:: WHAT IS NEEDED ::
Below are records; reproduce exactly the lines from the one containing "Turn every road, lane" through the end, both included, and only those.

:: RECORDS SUPPLIED ::
-- Opening Marker --
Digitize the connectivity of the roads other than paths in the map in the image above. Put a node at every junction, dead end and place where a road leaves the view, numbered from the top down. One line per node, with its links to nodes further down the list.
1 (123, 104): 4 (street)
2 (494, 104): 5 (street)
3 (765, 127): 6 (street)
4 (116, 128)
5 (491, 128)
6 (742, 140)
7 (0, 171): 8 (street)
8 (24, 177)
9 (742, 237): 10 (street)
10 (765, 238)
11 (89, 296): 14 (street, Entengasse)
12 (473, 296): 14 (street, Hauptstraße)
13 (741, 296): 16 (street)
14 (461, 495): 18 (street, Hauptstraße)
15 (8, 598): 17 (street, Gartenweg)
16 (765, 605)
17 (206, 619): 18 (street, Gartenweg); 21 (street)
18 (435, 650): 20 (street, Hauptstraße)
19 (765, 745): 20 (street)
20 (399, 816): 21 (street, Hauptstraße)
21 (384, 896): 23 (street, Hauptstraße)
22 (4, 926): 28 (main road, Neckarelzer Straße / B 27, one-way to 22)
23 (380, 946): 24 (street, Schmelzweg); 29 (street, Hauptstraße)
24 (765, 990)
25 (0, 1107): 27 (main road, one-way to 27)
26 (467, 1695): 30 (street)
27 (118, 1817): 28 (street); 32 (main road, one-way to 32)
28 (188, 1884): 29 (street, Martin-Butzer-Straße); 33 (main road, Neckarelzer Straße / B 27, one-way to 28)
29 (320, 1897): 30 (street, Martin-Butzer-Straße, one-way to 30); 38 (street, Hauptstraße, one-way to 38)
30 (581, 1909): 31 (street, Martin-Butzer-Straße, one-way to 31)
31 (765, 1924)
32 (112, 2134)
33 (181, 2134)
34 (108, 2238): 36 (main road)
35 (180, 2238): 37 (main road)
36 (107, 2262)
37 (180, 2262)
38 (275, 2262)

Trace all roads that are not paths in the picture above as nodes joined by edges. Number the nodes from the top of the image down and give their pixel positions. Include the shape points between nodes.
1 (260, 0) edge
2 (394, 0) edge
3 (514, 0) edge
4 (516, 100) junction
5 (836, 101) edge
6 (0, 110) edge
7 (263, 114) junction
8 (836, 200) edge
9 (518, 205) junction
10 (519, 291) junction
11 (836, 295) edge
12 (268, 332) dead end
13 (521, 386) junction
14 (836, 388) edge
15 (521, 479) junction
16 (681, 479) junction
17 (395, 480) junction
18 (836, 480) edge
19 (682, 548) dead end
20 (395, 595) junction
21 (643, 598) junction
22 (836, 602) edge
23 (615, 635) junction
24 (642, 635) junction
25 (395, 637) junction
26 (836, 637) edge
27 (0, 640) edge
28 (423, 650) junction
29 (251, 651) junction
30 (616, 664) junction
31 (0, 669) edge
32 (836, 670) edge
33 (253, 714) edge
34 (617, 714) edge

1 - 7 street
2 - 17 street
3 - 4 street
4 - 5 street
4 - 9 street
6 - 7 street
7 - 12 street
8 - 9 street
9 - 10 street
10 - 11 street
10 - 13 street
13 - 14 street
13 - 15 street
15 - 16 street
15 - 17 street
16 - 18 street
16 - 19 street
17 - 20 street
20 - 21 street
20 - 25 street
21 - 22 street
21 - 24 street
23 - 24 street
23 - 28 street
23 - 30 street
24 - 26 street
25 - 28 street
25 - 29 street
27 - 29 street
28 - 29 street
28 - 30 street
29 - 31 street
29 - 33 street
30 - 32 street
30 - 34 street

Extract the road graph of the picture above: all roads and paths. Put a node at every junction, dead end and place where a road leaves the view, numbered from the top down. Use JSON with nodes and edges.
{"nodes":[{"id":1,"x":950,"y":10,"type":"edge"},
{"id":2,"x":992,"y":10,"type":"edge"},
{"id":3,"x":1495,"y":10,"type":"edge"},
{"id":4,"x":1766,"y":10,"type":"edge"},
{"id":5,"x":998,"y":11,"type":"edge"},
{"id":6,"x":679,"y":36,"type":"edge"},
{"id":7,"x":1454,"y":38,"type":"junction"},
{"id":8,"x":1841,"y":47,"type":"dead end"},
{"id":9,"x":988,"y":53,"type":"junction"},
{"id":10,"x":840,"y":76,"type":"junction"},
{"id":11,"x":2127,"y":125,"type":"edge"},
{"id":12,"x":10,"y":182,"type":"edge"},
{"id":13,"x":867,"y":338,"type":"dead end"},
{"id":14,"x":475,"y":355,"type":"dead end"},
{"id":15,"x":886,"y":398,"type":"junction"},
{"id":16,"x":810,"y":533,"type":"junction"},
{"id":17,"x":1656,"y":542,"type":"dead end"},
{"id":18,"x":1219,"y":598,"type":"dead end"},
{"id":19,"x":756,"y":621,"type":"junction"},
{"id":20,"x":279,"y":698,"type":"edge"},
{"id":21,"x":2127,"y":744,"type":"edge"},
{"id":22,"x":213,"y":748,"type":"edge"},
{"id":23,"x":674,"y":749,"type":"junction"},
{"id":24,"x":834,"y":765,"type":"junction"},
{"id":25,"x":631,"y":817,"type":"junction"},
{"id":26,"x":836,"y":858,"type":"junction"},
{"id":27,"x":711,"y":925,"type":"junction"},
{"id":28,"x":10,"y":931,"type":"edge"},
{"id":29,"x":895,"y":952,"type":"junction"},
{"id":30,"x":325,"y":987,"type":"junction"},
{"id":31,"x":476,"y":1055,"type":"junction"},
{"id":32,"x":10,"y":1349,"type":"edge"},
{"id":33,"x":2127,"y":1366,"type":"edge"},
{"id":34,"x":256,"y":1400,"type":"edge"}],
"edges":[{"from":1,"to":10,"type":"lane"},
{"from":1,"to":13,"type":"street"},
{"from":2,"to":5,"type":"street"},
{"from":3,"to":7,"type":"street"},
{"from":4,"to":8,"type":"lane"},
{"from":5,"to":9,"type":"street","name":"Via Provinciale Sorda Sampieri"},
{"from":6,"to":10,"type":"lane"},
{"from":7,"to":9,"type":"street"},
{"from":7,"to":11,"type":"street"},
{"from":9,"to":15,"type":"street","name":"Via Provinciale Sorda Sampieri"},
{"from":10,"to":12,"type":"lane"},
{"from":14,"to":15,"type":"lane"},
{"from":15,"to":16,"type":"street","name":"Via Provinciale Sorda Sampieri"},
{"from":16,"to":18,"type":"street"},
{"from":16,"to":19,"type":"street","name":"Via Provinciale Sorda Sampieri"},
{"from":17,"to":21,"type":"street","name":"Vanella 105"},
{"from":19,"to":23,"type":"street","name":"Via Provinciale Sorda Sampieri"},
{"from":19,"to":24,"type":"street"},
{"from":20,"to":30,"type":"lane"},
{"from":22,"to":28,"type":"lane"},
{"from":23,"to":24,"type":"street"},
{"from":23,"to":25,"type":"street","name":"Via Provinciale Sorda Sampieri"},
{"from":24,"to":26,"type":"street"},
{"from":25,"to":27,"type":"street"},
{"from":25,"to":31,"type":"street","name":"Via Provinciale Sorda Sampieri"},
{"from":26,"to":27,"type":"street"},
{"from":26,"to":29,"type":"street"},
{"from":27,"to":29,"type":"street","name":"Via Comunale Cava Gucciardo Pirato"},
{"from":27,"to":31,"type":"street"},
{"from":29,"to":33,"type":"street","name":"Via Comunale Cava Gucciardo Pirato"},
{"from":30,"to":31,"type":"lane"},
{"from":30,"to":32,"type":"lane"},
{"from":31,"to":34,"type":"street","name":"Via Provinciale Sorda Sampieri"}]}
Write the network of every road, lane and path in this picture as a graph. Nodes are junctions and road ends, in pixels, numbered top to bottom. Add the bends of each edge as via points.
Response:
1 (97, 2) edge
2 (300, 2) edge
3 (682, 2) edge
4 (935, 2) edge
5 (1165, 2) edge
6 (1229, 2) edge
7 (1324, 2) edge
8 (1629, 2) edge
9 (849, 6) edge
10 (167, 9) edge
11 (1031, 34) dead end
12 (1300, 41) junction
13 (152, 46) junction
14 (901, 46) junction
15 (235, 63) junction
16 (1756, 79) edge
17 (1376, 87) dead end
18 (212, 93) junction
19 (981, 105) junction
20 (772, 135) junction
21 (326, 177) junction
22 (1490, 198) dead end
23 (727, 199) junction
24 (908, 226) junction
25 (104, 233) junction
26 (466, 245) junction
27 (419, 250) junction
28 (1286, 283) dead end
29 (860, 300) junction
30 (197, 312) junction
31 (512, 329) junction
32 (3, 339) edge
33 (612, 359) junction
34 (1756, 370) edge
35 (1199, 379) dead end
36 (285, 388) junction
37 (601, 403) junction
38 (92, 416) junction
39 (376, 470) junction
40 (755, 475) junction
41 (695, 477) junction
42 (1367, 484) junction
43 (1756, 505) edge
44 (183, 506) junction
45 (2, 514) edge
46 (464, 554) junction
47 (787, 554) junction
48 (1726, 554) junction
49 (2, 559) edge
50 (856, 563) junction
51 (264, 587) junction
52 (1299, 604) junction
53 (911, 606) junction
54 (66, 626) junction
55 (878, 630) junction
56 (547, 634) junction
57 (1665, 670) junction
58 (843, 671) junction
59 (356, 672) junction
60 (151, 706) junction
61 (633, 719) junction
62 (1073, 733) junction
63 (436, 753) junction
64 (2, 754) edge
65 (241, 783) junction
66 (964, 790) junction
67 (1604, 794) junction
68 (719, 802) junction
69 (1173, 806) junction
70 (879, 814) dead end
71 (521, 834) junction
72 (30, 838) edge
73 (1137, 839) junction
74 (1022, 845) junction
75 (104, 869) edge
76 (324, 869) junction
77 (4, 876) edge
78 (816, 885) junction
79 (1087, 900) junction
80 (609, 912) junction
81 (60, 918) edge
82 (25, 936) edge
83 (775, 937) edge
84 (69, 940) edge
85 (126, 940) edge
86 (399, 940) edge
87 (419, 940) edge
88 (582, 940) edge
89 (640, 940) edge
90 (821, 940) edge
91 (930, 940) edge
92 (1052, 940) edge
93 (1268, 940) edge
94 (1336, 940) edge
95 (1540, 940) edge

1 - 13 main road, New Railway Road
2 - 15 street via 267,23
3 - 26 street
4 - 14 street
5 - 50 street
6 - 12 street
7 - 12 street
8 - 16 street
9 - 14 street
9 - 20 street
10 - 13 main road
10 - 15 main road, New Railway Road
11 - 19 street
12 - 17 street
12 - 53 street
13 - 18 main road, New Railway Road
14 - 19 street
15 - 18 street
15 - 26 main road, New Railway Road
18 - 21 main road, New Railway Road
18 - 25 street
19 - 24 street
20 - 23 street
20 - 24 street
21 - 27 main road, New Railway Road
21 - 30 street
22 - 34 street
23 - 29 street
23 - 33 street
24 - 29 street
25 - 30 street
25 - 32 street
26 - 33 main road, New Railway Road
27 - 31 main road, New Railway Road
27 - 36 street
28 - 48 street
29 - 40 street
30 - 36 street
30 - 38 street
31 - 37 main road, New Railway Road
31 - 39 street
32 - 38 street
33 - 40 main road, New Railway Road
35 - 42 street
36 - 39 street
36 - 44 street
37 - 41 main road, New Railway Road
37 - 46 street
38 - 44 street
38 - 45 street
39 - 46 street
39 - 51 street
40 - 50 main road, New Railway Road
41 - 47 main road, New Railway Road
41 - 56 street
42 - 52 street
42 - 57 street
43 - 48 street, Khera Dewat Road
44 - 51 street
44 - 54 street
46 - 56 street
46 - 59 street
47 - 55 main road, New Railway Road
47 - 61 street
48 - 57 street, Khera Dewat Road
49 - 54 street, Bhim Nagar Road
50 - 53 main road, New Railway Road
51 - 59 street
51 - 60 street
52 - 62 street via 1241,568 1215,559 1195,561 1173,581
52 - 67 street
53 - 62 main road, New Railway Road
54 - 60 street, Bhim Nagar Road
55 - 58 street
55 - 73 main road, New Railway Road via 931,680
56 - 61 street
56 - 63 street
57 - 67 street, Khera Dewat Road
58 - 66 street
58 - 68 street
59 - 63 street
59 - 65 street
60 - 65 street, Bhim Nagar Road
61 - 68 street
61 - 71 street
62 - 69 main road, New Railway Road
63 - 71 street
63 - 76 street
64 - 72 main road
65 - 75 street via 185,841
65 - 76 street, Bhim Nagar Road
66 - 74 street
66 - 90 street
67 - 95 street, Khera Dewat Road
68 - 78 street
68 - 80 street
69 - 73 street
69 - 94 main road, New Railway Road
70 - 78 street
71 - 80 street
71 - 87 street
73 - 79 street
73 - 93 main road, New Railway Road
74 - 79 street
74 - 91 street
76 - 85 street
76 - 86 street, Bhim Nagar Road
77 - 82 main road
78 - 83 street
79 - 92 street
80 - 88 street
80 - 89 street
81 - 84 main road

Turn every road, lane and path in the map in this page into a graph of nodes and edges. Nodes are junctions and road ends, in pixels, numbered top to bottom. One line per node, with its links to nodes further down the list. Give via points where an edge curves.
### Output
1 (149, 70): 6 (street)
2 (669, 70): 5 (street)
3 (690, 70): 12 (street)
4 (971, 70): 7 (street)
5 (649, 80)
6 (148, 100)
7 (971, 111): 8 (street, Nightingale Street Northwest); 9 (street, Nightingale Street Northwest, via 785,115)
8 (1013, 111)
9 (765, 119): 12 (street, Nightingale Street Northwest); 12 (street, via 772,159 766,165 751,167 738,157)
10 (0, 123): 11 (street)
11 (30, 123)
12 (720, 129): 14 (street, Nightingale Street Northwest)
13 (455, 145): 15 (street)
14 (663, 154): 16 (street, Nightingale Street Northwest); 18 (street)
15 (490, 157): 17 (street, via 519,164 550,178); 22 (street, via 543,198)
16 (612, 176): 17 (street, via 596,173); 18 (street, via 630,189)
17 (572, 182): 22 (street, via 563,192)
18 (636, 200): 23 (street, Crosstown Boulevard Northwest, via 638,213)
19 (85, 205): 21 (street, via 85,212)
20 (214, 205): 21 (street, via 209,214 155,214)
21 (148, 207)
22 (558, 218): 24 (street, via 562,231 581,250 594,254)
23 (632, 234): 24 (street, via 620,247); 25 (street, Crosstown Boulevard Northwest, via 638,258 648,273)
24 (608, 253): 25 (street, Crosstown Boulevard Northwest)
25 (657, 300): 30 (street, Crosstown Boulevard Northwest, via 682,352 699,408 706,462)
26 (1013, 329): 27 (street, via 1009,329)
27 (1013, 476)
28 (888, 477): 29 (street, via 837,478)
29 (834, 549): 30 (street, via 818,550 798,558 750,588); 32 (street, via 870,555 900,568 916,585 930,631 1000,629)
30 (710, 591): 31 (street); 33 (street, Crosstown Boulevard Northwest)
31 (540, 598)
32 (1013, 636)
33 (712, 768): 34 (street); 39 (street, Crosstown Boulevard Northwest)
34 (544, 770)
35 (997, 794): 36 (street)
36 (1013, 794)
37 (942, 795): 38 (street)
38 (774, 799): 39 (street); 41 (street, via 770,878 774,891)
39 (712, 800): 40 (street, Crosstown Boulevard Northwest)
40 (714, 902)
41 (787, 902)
-- Closing Marker --
:: RESPONSE AREA ::
Turn every road, lane and path in the map in this page into a graph of nodes and edges. Nodes are junctions and road ends, in pixels, numbered top to bottom. One line per node, with its links to nodes further down the list. Give via points where an edge curves.
### Output
1 (149, 70): 6 (street)
2 (669, 70): 5 (street)
3 (690, 70): 12 (street)
4 (971, 70): 7 (street)
5 (649, 80)
6 (148, 100)
7 (971, 111): 8 (street, Nightingale Street Northwest); 9 (street, Nightingale Street Northwest, via 785,115)
8 (1013, 111)
9 (765, 119): 12 (street, Nightingale Street Northwest); 12 (street, via 772,159 766,165 751,167 738,157)
10 (0, 123): 11 (street)
11 (30, 123)
12 (720, 129): 14 (street, Nightingale Street Northwest)
13 (455, 145): 15 (street)
14 (663, 154): 16 (street, Nightingale Street Northwest); 18 (street)
15 (490, 157): 17 (street, via 519,164 550,178); 22 (street, via 543,198)
16 (612, 176): 17 (street, via 596,173); 18 (street, via 630,189)
17 (572, 182): 22 (street, via 563,192)
18 (636, 200): 23 (street, Crosstown Boulevard Northwest, via 638,213)
19 (85, 205): 21 (street, via 85,212)
20 (214, 205): 21 (street, via 209,214 155,214)
21 (148, 207)
22 (558, 218): 24 (street, via 562,231 581,250 594,254)
23 (632, 234): 24 (street, via 620,247); 25 (street, Crosstown Boulevard Northwest, via 638,258 648,273)
24 (608, 253): 25 (street, Crosstown Boulevard Northwest)
25 (657, 300): 30 (street, Crosstown Boulevard Northwest, via 682,352 699,408 706,462)
26 (1013, 329): 27 (street, via 1009,329)
27 (1013, 476)
28 (888, 477): 29 (street, via 837,478)
29 (834, 549): 30 (street, via 818,550 798,558 750,588); 32 (street, via 870,555 900,568 916,585 930,631 1000,629)
30 (710, 591): 31 (street); 33 (street, Crosstown Boulevard Northwest)
31 (540, 598)
32 (1013, 636)
33 (712, 768): 34 (street); 39 (street, Crosstown Boulevard Northwest)
34 (544, 770)
35 (997, 794): 36 (street)
36 (1013, 794)
37 (942, 795): 38 (street)
38 (774, 799): 39 (street); 41 (street, via 770,878 774,891)
39 (712, 800): 40 (street, Crosstown Boulevard Northwest)
40 (714, 902)
41 (787, 902)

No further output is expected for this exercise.